王都からの使者を完膚なきまでに追い返した、その日の夜。

ノースガルドの黒曜石の城は、外の猛吹雪とは対照的に、暖炉の火によって心地よい暖かさに包まれていた。


リリアナは自室の巨大なベッドの縁に腰掛け、微かな高揚感と疲労感の中で息を吐いた。


(終わった……。これで本当に、王都の連中が私に手出しできる理由はなくなったわ)


一度目の人生で自分を断頭台へと送った元凶たち。彼らが自滅していくのは明白であり、リリアナの安全は、この北の辺境で完全に保障されたのだ。

それもすべて、今日、圧倒的な権力と証拠で自分を守り抜いてくれた「雇い主」のおかげである。


コンコン、と。

控えめだが、重みのあるノックの音が部屋に響いた。


「リリアナ。……起きているか」


「閣下? はい、起きておりますわ。どうぞ」

リリアナがガウンを羽織り直して立ち上がると、重厚な扉が静かに開いた。


そこに立っていたのは、執務用の軍服ではなく、ゆったりとした漆黒のナイトシャツを纏ったヴォルフガングだった。少し乱れた黒髪と、いつもより熱を帯びた赤い瞳が、ひどく色気を放っている。

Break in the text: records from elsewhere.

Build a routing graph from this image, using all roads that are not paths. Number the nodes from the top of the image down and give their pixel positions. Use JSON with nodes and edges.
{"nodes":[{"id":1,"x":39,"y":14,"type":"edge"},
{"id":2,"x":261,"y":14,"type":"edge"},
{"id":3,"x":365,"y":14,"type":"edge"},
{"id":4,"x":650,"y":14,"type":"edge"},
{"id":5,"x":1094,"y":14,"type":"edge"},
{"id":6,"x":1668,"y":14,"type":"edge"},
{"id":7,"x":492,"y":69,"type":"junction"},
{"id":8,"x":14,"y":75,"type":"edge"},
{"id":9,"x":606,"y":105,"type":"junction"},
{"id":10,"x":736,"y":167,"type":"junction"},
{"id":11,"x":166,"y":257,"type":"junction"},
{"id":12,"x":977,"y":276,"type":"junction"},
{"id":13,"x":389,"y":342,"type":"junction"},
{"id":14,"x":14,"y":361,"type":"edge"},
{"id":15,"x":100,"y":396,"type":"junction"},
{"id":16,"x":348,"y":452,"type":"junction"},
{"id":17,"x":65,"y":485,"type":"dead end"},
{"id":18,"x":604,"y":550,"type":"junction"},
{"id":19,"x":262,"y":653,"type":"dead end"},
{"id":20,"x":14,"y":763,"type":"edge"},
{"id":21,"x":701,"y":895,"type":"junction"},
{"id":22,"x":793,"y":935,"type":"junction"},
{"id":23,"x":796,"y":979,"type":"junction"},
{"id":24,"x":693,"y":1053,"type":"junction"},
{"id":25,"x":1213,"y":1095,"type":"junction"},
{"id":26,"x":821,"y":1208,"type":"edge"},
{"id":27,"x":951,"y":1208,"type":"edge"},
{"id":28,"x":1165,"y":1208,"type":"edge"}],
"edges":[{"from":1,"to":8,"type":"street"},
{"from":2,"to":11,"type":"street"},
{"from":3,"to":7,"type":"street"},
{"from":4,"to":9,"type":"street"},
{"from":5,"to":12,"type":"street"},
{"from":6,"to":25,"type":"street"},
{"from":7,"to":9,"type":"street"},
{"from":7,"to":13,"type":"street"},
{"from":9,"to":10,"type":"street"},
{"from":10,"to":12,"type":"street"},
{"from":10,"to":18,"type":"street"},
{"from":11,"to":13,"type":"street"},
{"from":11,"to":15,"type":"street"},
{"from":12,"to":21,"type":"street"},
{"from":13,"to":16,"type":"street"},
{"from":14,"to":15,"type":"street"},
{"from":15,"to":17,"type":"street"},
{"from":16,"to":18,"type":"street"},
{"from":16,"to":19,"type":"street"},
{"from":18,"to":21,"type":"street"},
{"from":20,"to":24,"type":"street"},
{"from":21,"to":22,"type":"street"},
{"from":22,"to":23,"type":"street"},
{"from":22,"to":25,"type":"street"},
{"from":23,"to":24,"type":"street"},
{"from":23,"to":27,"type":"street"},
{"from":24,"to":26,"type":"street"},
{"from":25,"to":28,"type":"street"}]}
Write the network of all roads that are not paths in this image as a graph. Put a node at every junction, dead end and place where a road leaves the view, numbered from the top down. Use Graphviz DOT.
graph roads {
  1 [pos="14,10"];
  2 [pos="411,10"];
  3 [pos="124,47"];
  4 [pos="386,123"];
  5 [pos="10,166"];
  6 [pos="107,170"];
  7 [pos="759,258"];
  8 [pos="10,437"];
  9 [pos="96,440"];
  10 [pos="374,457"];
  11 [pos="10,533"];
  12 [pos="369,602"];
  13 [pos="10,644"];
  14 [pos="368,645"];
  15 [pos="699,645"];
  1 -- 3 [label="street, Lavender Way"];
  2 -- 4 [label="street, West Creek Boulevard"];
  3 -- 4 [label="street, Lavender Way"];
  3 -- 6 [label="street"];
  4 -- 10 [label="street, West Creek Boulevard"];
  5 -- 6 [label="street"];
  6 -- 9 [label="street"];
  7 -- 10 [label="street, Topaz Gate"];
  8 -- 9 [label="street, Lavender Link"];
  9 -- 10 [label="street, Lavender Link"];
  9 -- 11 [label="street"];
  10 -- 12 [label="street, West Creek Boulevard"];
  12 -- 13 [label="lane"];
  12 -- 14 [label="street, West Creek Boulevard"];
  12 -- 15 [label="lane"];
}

「北の怪物」の恐ろしい威圧感は、今の彼からは微塵も感じられなかった。


「夜分にすまない。……少し、話がしたくてな」

「もちろんです。本日は、本当に素晴らしい手腕でした。閣下のおかげで——」


「そのことなんだが」


ヴォルフガングは部屋の中央まで歩み寄り、リリアナの言葉を遮った。

彼の表情は、これまで見たことがないほど真剣で、そしてどこか「切羽詰まった」ような色を帯びていた。


「リリアナ。お前と結んだ『契約』についてだ」

「契約……ですか?」


「ああ。『飾りの妻として領地経営の補佐をする代わりに、保護を与える』という、あの契約だ。……俺は、あれを破棄したい」


ドクンッ、と。

リリアナの心臓が、嫌な音を立てて跳ねた。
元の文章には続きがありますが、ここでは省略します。